[Task brief]
Search the data for the string "that" and extract every line where it appears.

[The input]

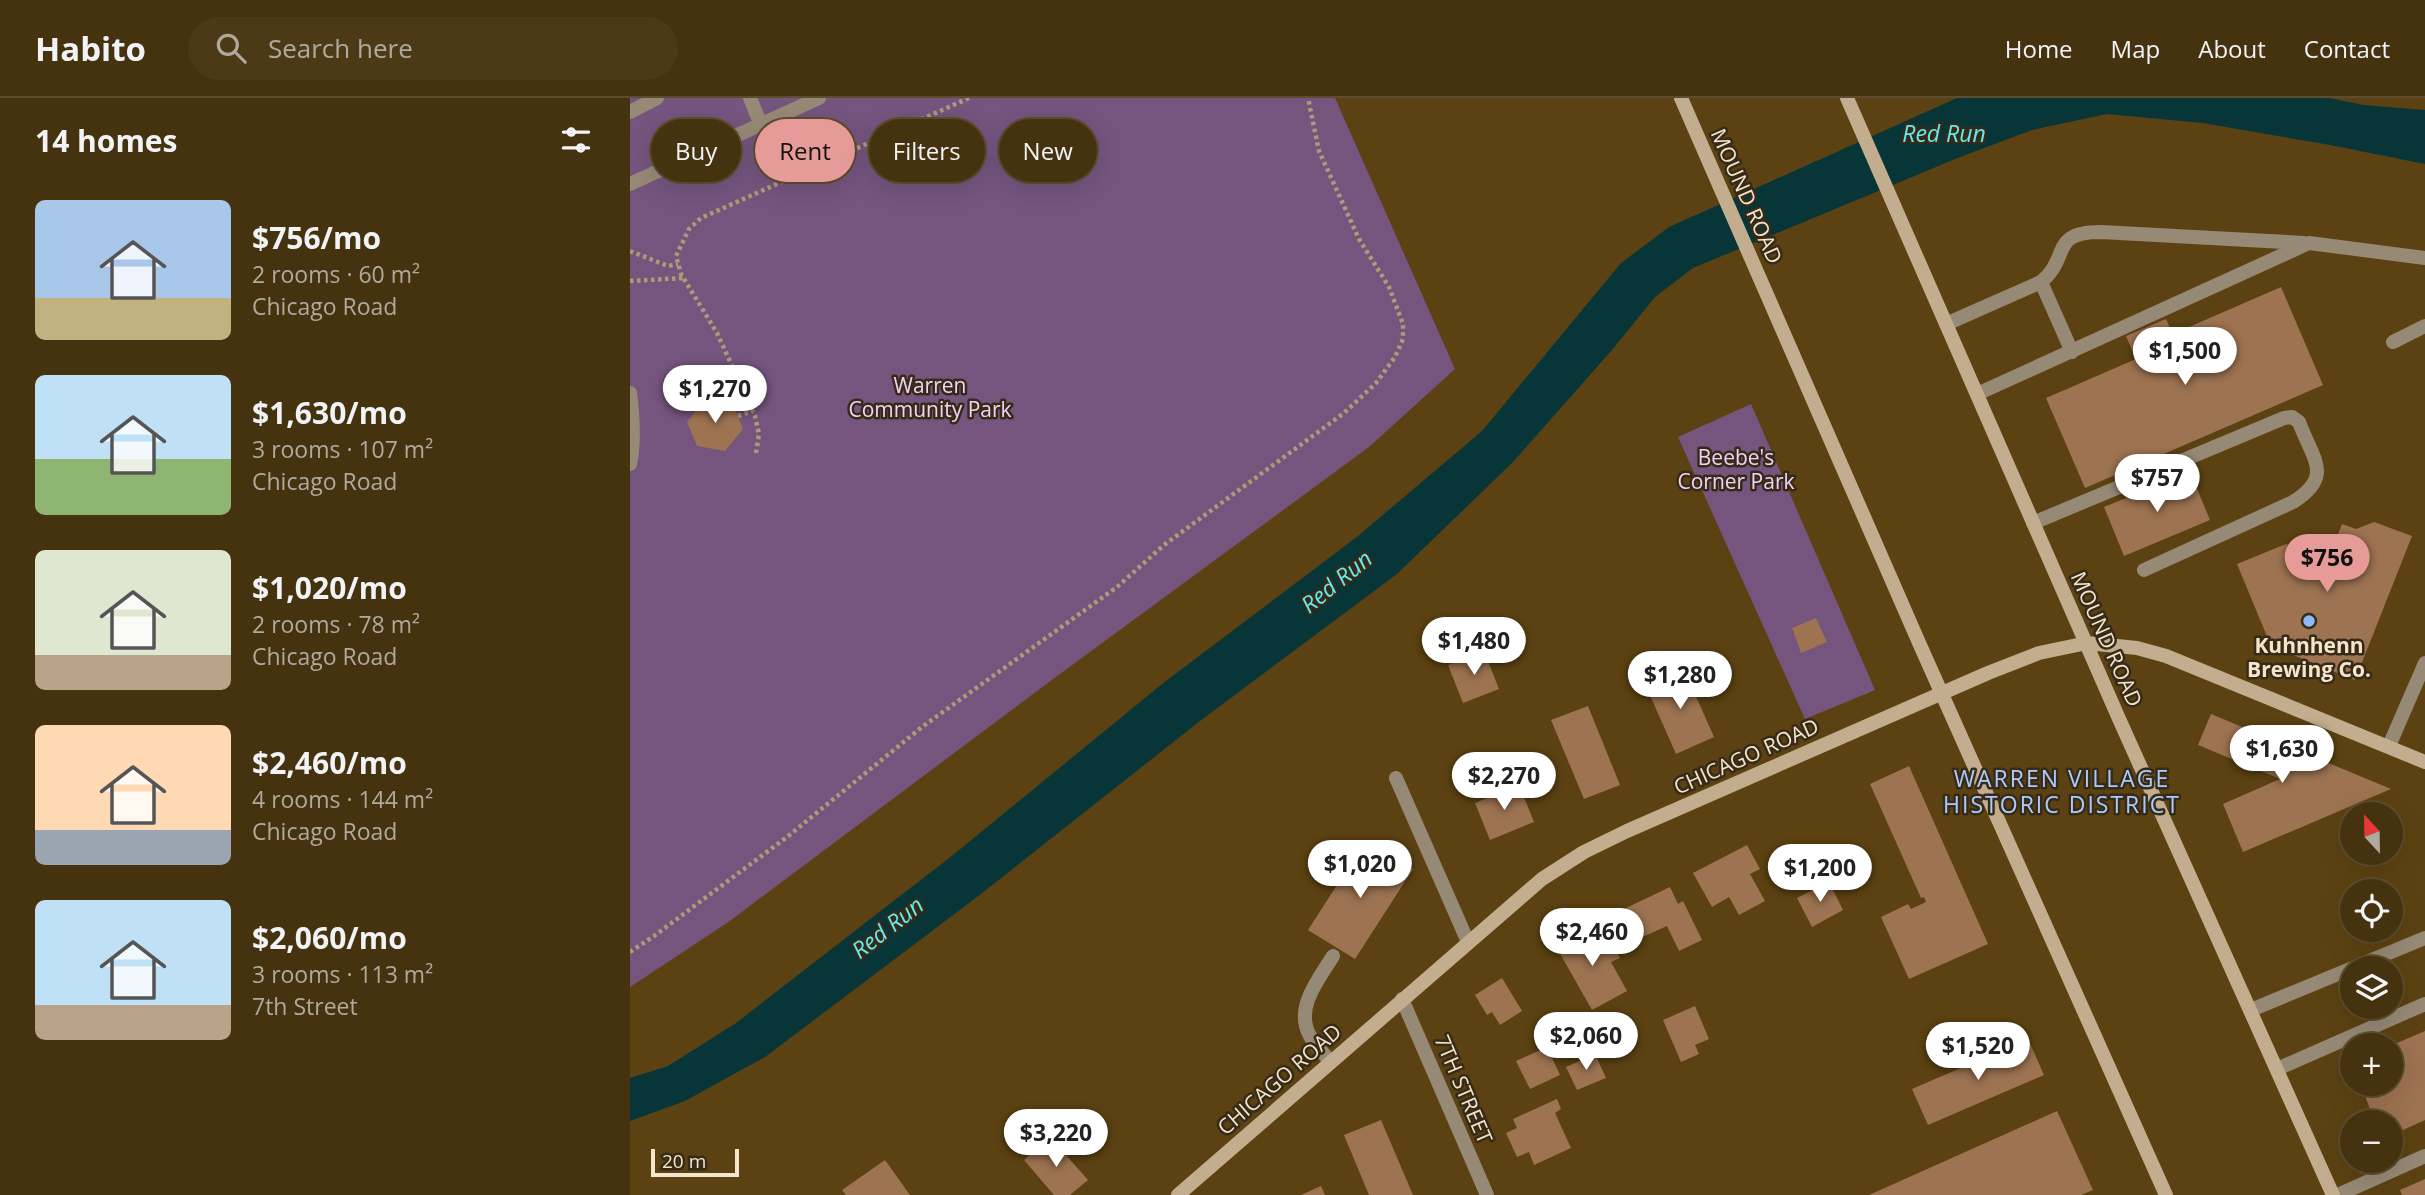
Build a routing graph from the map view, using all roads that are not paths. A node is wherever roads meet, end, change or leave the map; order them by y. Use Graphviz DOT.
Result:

==

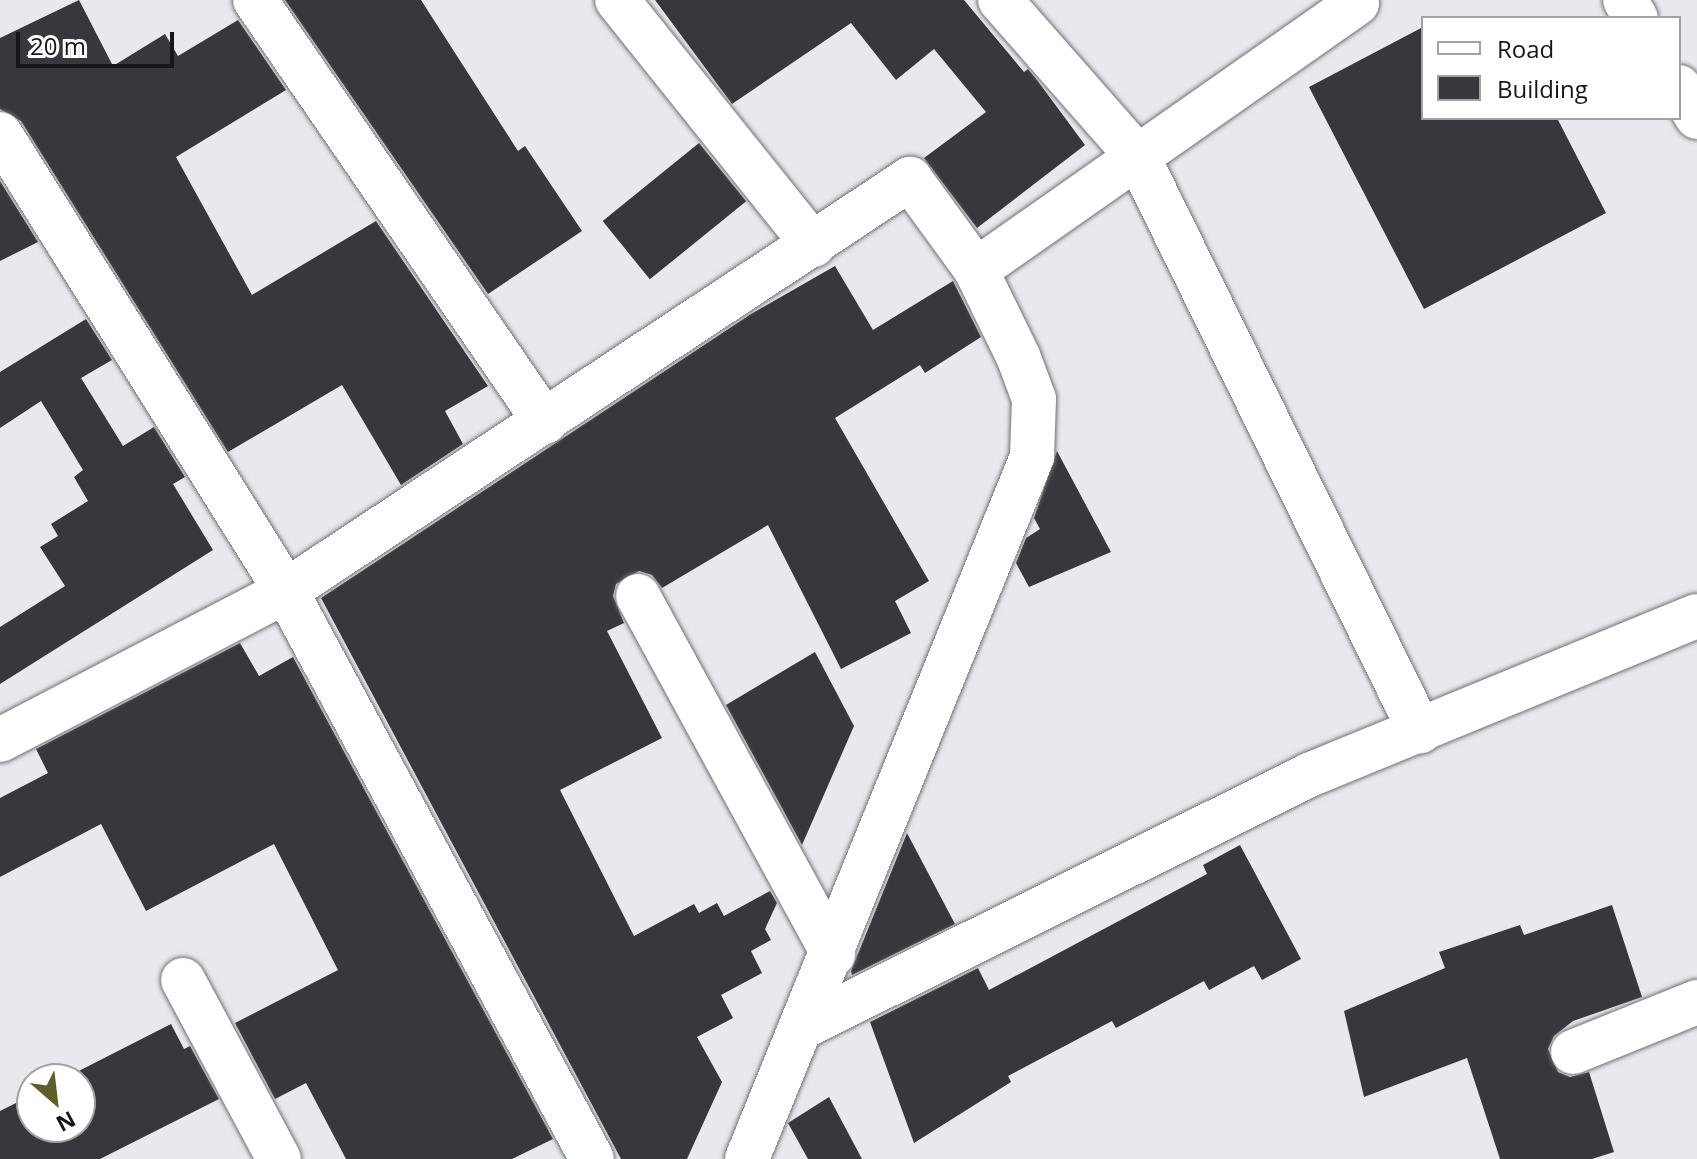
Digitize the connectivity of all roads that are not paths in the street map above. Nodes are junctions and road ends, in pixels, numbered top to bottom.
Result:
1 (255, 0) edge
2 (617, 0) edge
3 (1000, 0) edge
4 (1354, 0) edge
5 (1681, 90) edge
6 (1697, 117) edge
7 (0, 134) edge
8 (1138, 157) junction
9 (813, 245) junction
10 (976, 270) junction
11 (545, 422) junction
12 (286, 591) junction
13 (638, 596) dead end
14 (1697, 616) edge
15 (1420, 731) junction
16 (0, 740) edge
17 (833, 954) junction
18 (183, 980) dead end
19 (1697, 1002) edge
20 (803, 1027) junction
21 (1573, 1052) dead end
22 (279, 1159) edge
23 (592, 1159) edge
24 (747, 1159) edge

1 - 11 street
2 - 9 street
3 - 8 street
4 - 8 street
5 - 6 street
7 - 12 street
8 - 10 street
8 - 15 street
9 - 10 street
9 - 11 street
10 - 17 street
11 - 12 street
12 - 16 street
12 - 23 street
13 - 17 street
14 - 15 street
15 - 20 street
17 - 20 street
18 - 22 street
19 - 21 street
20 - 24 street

...

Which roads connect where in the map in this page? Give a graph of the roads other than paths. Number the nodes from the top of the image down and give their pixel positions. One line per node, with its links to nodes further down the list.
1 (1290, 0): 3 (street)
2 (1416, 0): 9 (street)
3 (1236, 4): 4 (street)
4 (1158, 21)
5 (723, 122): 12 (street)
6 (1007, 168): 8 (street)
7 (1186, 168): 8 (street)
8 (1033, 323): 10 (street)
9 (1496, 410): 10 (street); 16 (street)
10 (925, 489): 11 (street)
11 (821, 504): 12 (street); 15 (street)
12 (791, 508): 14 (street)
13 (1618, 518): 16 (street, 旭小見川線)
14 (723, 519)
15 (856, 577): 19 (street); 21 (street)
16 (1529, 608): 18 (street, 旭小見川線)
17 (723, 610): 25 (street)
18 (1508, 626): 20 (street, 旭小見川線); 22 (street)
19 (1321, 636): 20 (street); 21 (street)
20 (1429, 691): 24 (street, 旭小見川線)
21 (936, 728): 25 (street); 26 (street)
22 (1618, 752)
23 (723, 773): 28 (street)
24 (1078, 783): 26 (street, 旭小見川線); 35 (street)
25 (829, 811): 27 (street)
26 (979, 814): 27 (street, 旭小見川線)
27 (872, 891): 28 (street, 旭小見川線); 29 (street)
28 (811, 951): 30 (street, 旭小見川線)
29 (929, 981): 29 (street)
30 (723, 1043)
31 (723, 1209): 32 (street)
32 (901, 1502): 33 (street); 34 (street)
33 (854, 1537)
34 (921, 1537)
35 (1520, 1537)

[Finished exercise]
Build a routing graph from the map view, using all roads that are not paths. A node is wherever roads meet, end, change or leave the map; order them by y. Use Graphviz DOT.
Digitize the connectivity of all roads that are not paths in the street map above. Nodes are junctions and road ends, in pixels, numbered top to bottom.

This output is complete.